● Task: Please retype the records below exactly as they appear, leaving out every picture.

● Data records:
:::::

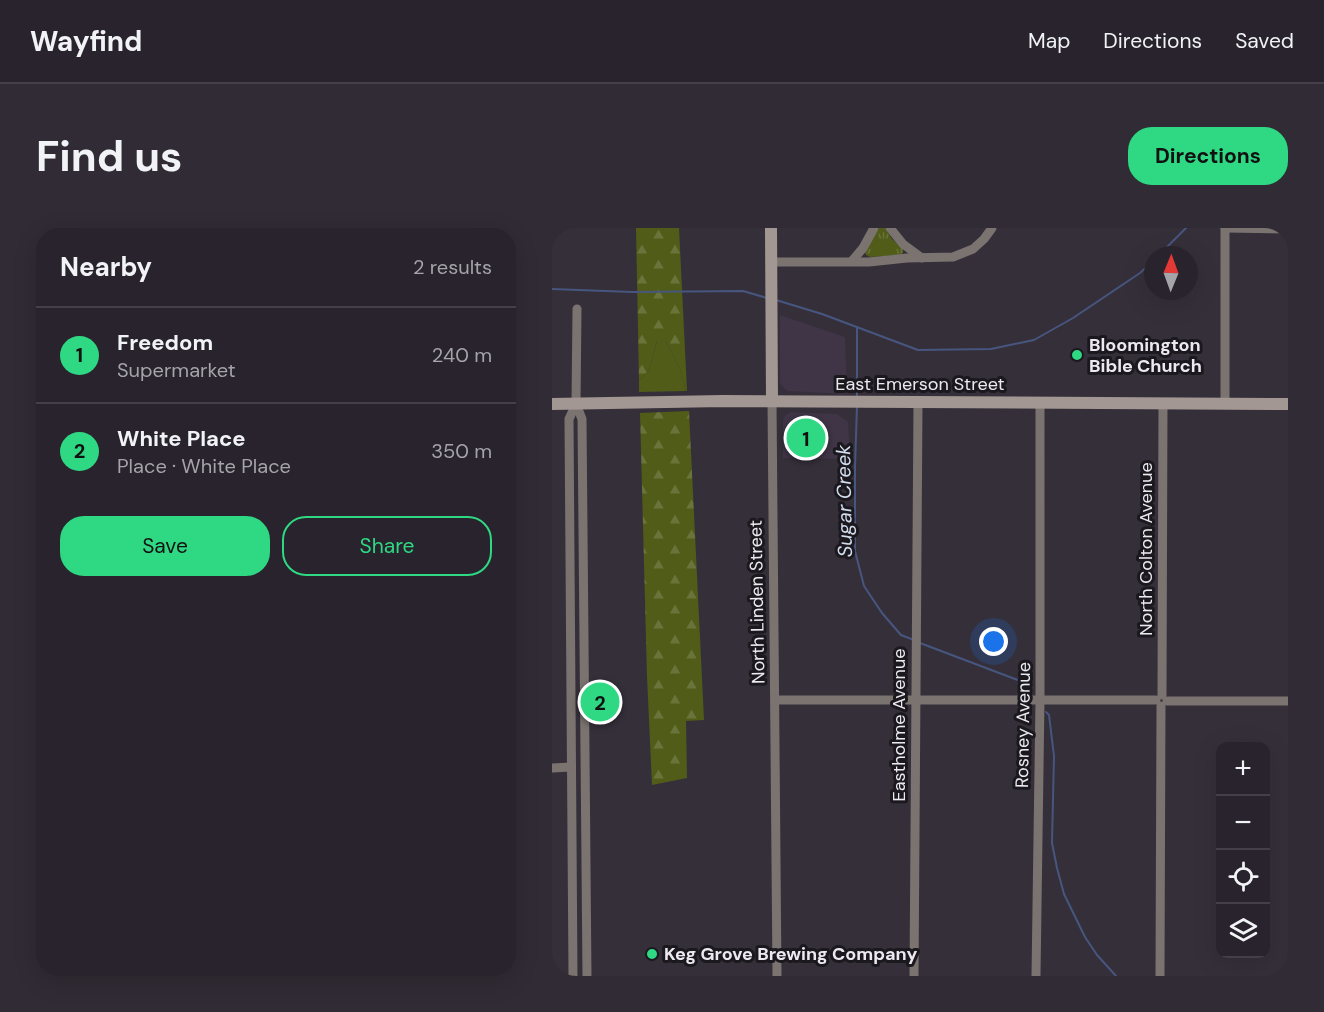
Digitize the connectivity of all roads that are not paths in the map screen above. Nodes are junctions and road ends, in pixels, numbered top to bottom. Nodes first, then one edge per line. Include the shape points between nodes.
1 (771, 228) edge
2 (874, 228) edge
3 (890, 228) edge
4 (992, 228) edge
5 (1225, 228) edge
6 (1288, 229) edge
7 (922, 258) junction
8 (852, 261) junction
9 (772, 262) junction
10 (577, 309) dead end
11 (772, 401) junction
12 (918, 402) junction
13 (1040, 403) junction
14 (1163, 403) junction
15 (1225, 403) junction
16 (552, 404) edge
17 (576, 404) junction
18 (1288, 404) edge
19 (570, 565) junction
20 (584, 565) junction
21 (570, 600) junction
22 (584, 600) junction
23 (776, 699) junction
24 (916, 700) junction
25 (1040, 700) junction
26 (1162, 700) junction
27 (1288, 701) edge
28 (571, 767) junction
29 (552, 768) edge
30 (585, 768) junction
31 (572, 890) junction
32 (586, 890) junction
33 (573, 976) edge
34 (587, 976) edge
35 (777, 976) edge
36 (914, 976) edge
37 (1036, 976) edge
38 (1160, 976) edge

1 - 9 main road, North Linden Street
2 - 8 street
3 - 7 street
4 - 7 street via 967,252 953,257
5 - 6 street
5 - 15 street
7 - 8 street
8 - 9 street
9 - 11 main road, North Linden Street
10 - 17 street
11 - 12 main road, East Emerson Street
11 - 17 main road, East Emerson Street
11 - 23 street, North Linden Street
12 - 13 main road, East Emerson Street
12 - 24 street, Eastholme Avenue
13 - 14 main road, East Emerson Street
13 - 25 street, Rosney Avenue
14 - 15 main road, East Emerson Street
14 - 26 street, North Colton Avenue
15 - 18 main road, East Emerson Street
16 - 17 main road, East Emerson Street
17 - 19 street via 569,419
17 - 20 street via 582,419
19 - 20 street
19 - 21 street
20 - 22 street
21 - 22 street
21 - 28 street
22 - 30 street
23 - 24 street
23 - 35 street, North Linden Street
24 - 25 street
24 - 36 street, Eastholme Avenue
25 - 26 street
25 - 37 street, Rosney Avenue
26 - 27 street
26 - 38 street, North Colton Avenue
28 - 29 street
28 - 30 street via 576,774
28 - 31 street
30 - 32 street
31 - 32 street
31 - 33 street
32 - 34 street

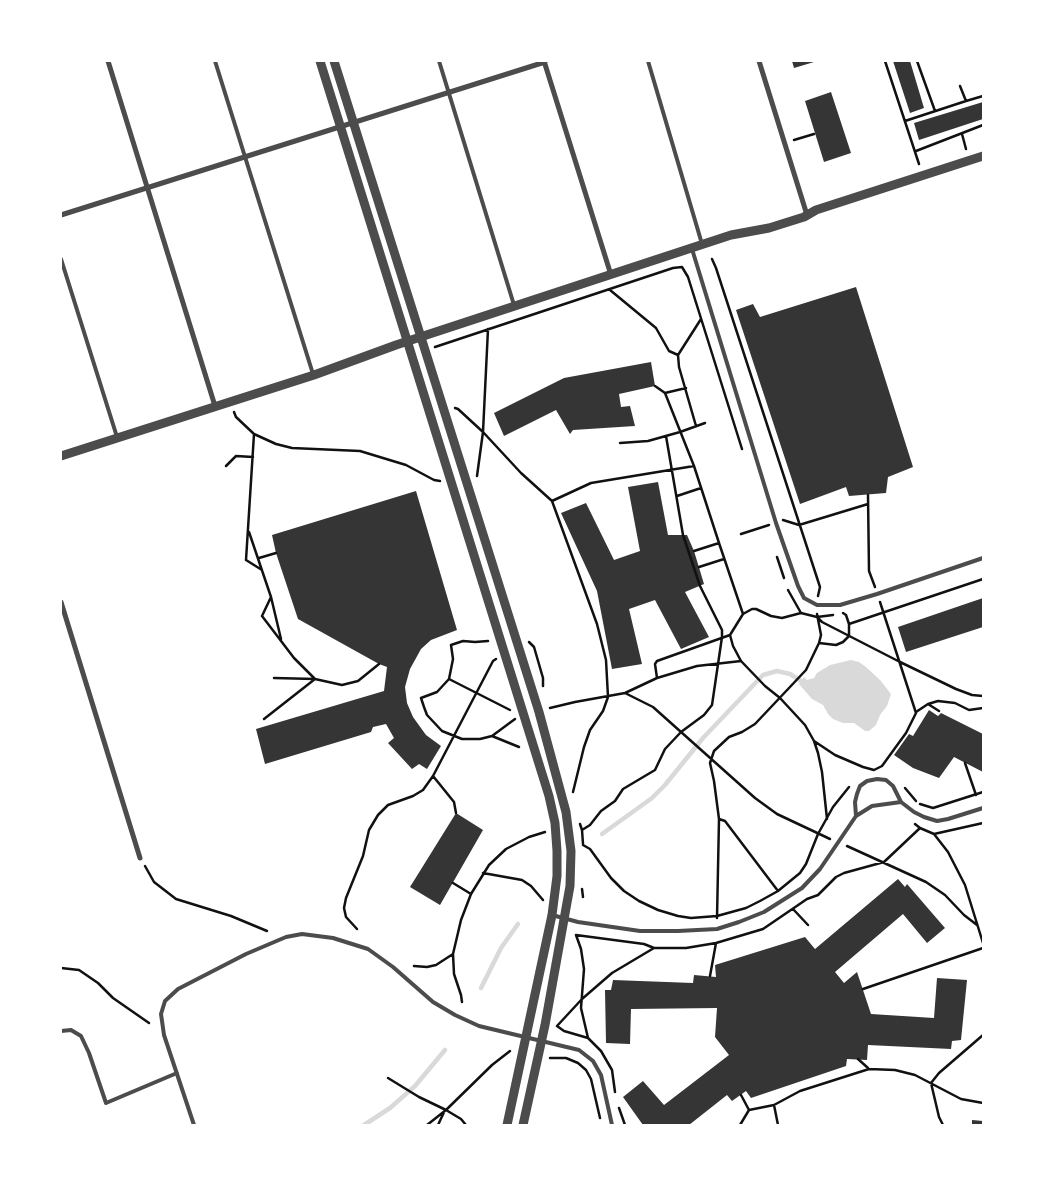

:::::

● Exercise result:
Digitize the connectivity of all roads that are not paths in the map screen above. Nodes are junctions and road ends, in pixels, numbered top to bottom. Nodes first, then one edge per line. Include the shape points between nodes.
1 (771, 228) edge
2 (874, 228) edge
3 (890, 228) edge
4 (992, 228) edge
5 (1225, 228) edge
6 (1288, 229) edge
7 (922, 258) junction
8 (852, 261) junction
9 (772, 262) junction
10 (577, 309) dead end
11 (772, 401) junction
12 (918, 402) junction
13 (1040, 403) junction
14 (1163, 403) junction
15 (1225, 403) junction
16 (552, 404) edge
17 (576, 404) junction
18 (1288, 404) edge
19 (570, 565) junction
20 (584, 565) junction
21 (570, 600) junction
22 (584, 600) junction
23 (776, 699) junction
24 (916, 700) junction
25 (1040, 700) junction
26 (1162, 700) junction
27 (1288, 701) edge
28 (571, 767) junction
29 (552, 768) edge
30 (585, 768) junction
31 (572, 890) junction
32 (586, 890) junction
33 (573, 976) edge
34 (587, 976) edge
35 (777, 976) edge
36 (914, 976) edge
37 (1036, 976) edge
38 (1160, 976) edge

1 - 9 main road, North Linden Street
2 - 8 street
3 - 7 street
4 - 7 street via 967,252 953,257
5 - 6 street
5 - 15 street
7 - 8 street
8 - 9 street
9 - 11 main road, North Linden Street
10 - 17 street
11 - 12 main road, East Emerson Street
11 - 17 main road, East Emerson Street
11 - 23 street, North Linden Street
12 - 13 main road, East Emerson Street
12 - 24 street, Eastholme Avenue
13 - 14 main road, East Emerson Street
13 - 25 street, Rosney Avenue
14 - 15 main road, East Emerson Street
14 - 26 street, North Colton Avenue
15 - 18 main road, East Emerson Street
16 - 17 main road, East Emerson Street
17 - 19 street via 569,419
17 - 20 street via 582,419
19 - 20 street
19 - 21 street
20 - 22 street
21 - 22 street
21 - 28 street
22 - 30 street
23 - 24 street
23 - 35 street, North Linden Street
24 - 25 street
24 - 36 street, Eastholme Avenue
25 - 26 street
25 - 37 street, Rosney Avenue
26 - 27 street
26 - 38 street, North Colton Avenue
28 - 29 street
28 - 30 street via 576,774
28 - 31 street
30 - 32 street
31 - 32 street
31 - 33 street
32 - 34 street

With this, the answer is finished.